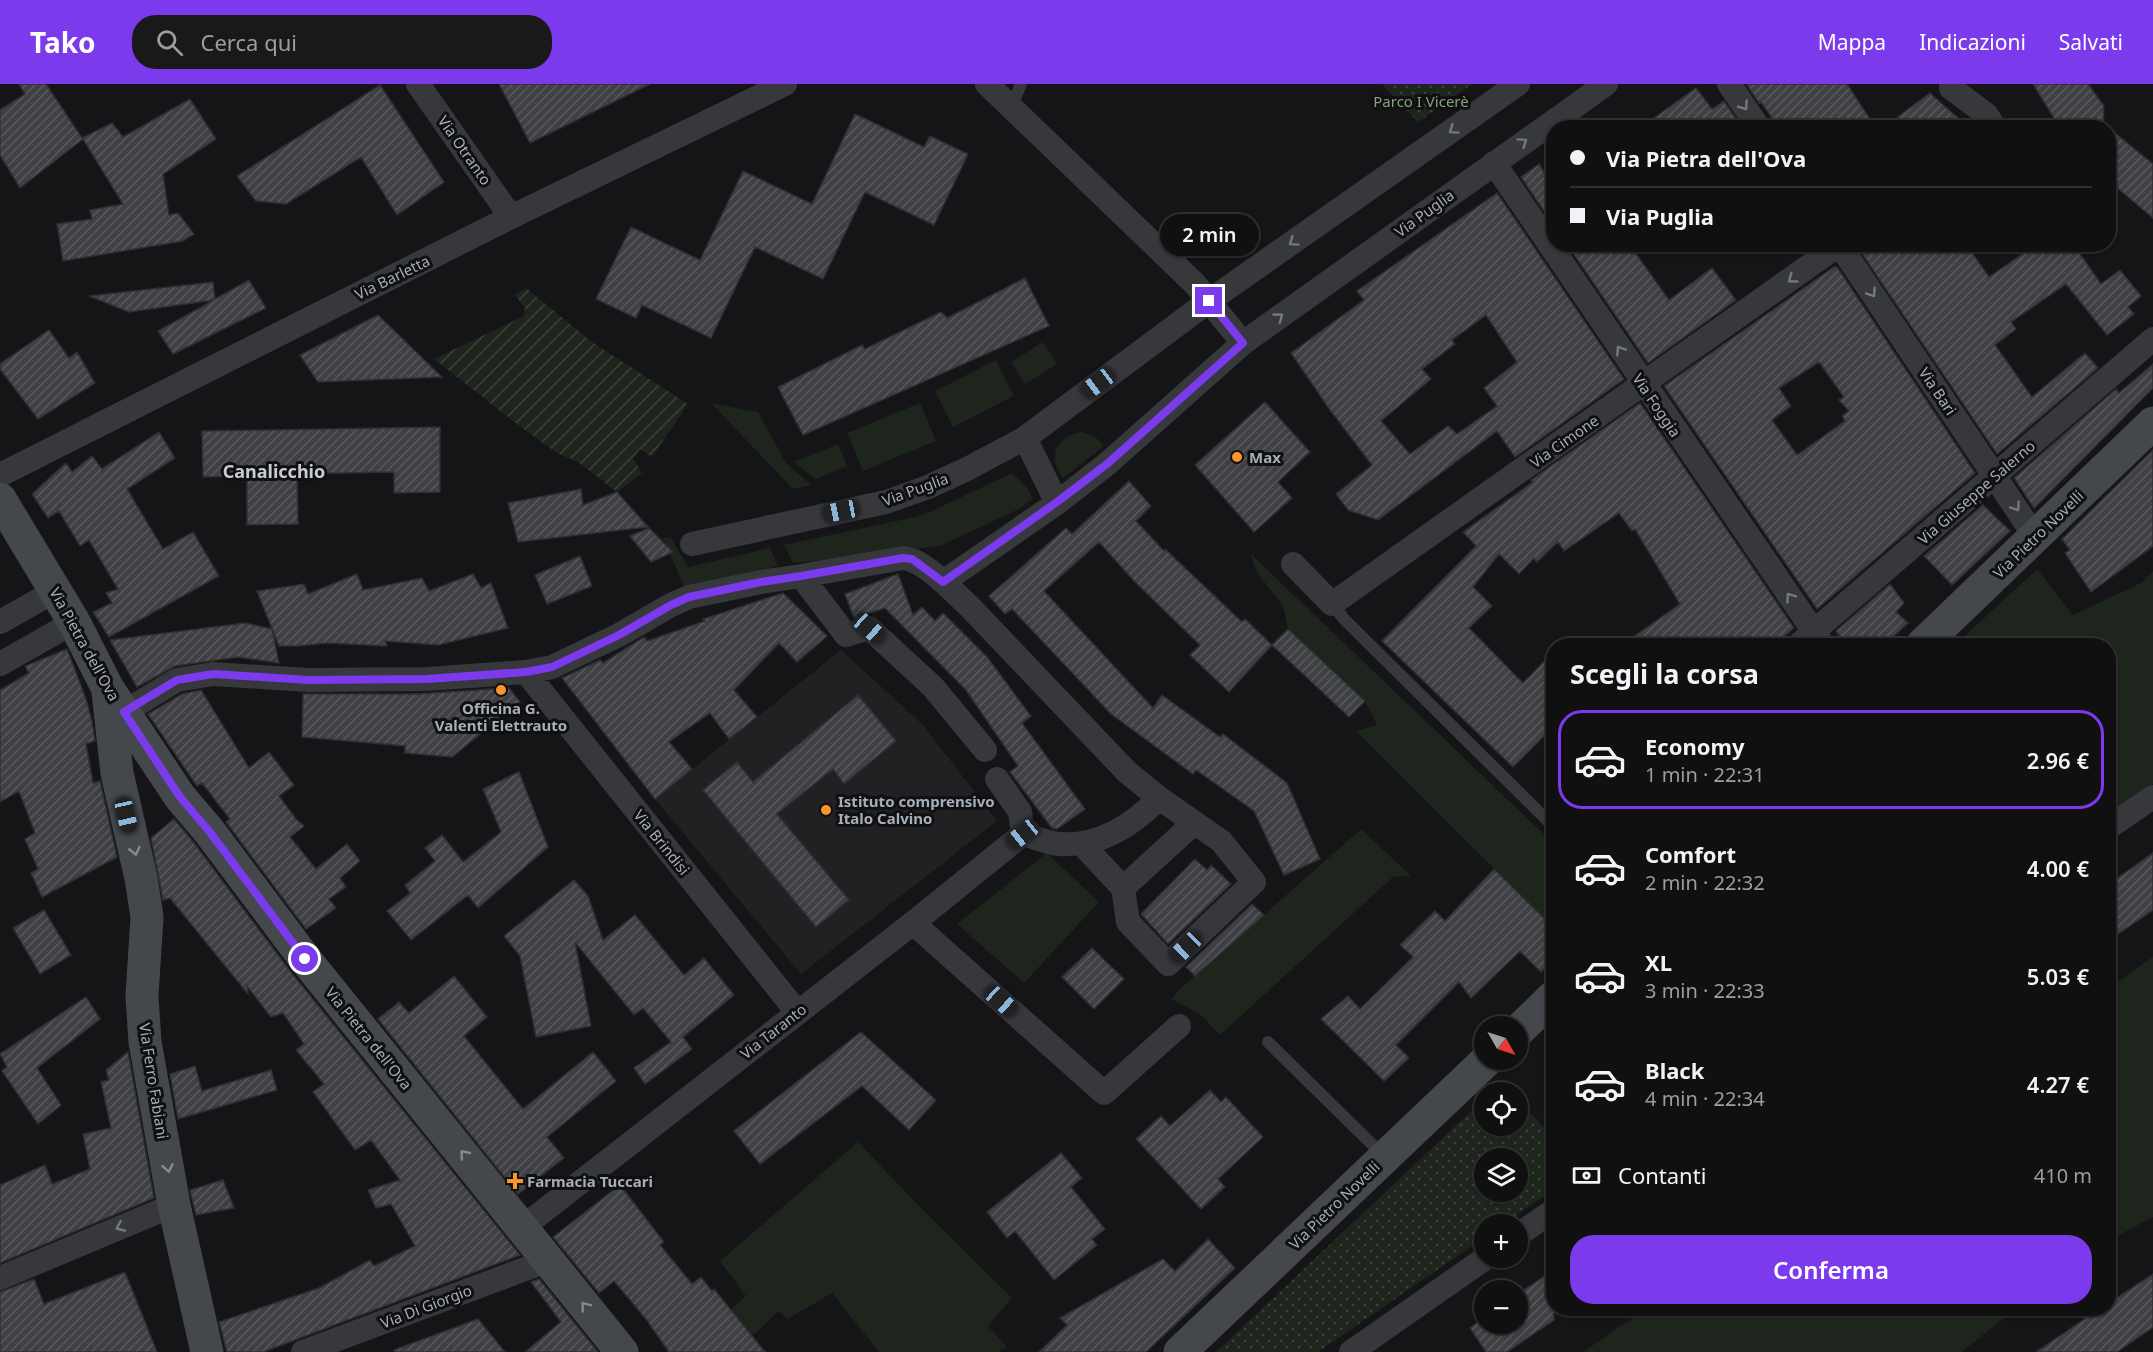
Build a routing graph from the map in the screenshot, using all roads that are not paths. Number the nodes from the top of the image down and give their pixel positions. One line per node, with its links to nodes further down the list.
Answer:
1 (418, 84): 15 (street, Via Otranto)
2 (785, 84): 15 (street, Via Barletta)
3 (987, 84): 9 (street)
4 (1021, 84): 9 (lane)
5 (1518, 84): 20 (street, Via Puglia, one-way to 20)
6 (1606, 84): 10 (street, Via Puglia, one-way to 6)
7 (1729, 84): 11 (street, one-way to 11)
8 (1951, 88): 12 (street)
9 (1011, 108): 20 (street)
10 (1555, 120)
11 (1754, 120)
12 (1990, 120)
13 (1546, 126): 14 (street, Via Puglia, one-way to 13)
14 (1494, 163): 16 (street, Via Foggia, one-way to 14); 22 (street, Via Puglia, one-way to 14)
15 (511, 217): 26 (street, Via Barletta)
16 (1546, 240)
17 (1554, 252): 23 (street, Via Foggia, one-way to 17)
18 (1830, 252): 23 (street, Via Cimone, one-way to 23)
19 (1845, 252): 27 (street, Via Bari, one-way to 27)
20 (1209, 301): 22 (street); 25 (street, Via Puglia)
21 (2153, 339): 27 (street, Via Giuseppe Salerno)
22 (1243, 343): 29 (street, Via Puglia)
23 (1644, 385): 36 (street, Via Cimone); 39 (street, Via Foggia, one-way to 23)
24 (2153, 423): 30 (main road, Via Pietro Novelli)
25 (1025, 438): 29 (street); 31 (street, Via Puglia)
26 (0, 475)
27 (1995, 476): 30 (street, Via Bari, one-way to 30); 40 (street, Via Giuseppe Salerno)
28 (0, 499): 35 (main road, Via Pietra dell'Ova)
29 (1057, 502): 34 (street, Via Puglia)
30 (2036, 538): 41 (main road, Via Pietro Novelli)
31 (692, 544)
32 (1293, 564): 36 (street)
33 (801, 576): 34 (street); 43 (street); 46 (street)
34 (943, 582): 50 (street)
35 (56, 591): 37 (street); 38 (main road, Via Pietra dell'Ova)
36 (1332, 604): 51 (lane)
37 (0, 622)
38 (74, 622): 42 (street); 44 (main road, Via Pietra dell'Ova)
39 (1810, 638)
40 (1815, 638)
41 (1929, 638)
42 (0, 664)
43 (526, 672): 44 (street); 59 (street, Via Brindisi)
44 (116, 699): 45 (main road, Via Pietra dell'Ova); 47 (main road, Via Ferro Fabiani)
45 (146, 746): 47 (main road); 67 (main road, Via Pietra dell'Ova, one-way to 45)
46 (985, 750)
47 (116, 765): 65 (main road, Via Ferro Fabiani, one-way to 65)
48 (997, 779): 54 (street)
49 (2153, 797): 52 (street)
50 (1159, 798): 53 (street); 55 (street)
51 (1546, 819)
52 (2116, 822)
53 (1194, 823): 56 (street); 56 (street)
54 (1023, 834): 55 (street); 57 (street, Via Taranto)
55 (1082, 843): 56 (street)
56 (1123, 888)
57 (913, 923): 59 (street, Via Taranto); 61 (street)
58 (1546, 1004): 60 (main road)
59 (797, 1012): 67 (street, Via Taranto)
60 (1528, 1021)
61 (1179, 1026)
62 (1269, 1042): 64 (lane)
63 (1476, 1070): 64 (main road, Via Pietro Novelli)
64 (1385, 1157): 75 (main road, Via Pietro Novelli)
65 (174, 1205): 71 (street, one-way to 71); 72 (main road, Via Ferro Fabiani)
66 (1546, 1216): 68 (street)
67 (523, 1227): 69 (main road, Via Pietra dell'Ova)
68 (1528, 1228)
69 (549, 1260): 73 (street, Via Di Giorgio); 74 (main road, Via Pietra dell'Ova, one-way to 69)
70 (1474, 1266): 76 (street)
71 (0, 1278)
72 (207, 1352)
73 (303, 1352)
74 (622, 1352)
75 (1180, 1352)
76 (1351, 1352)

● **Problem details**
Filter the records above for "Bari" and copy every matching line.

● **Answer below**
19 (1845, 252): 27 (street, Via Bari, one-way to 27)
27 (1995, 476): 30 (street, Via Bari, one-way to 30); 40 (street, Via Giuseppe Salerno)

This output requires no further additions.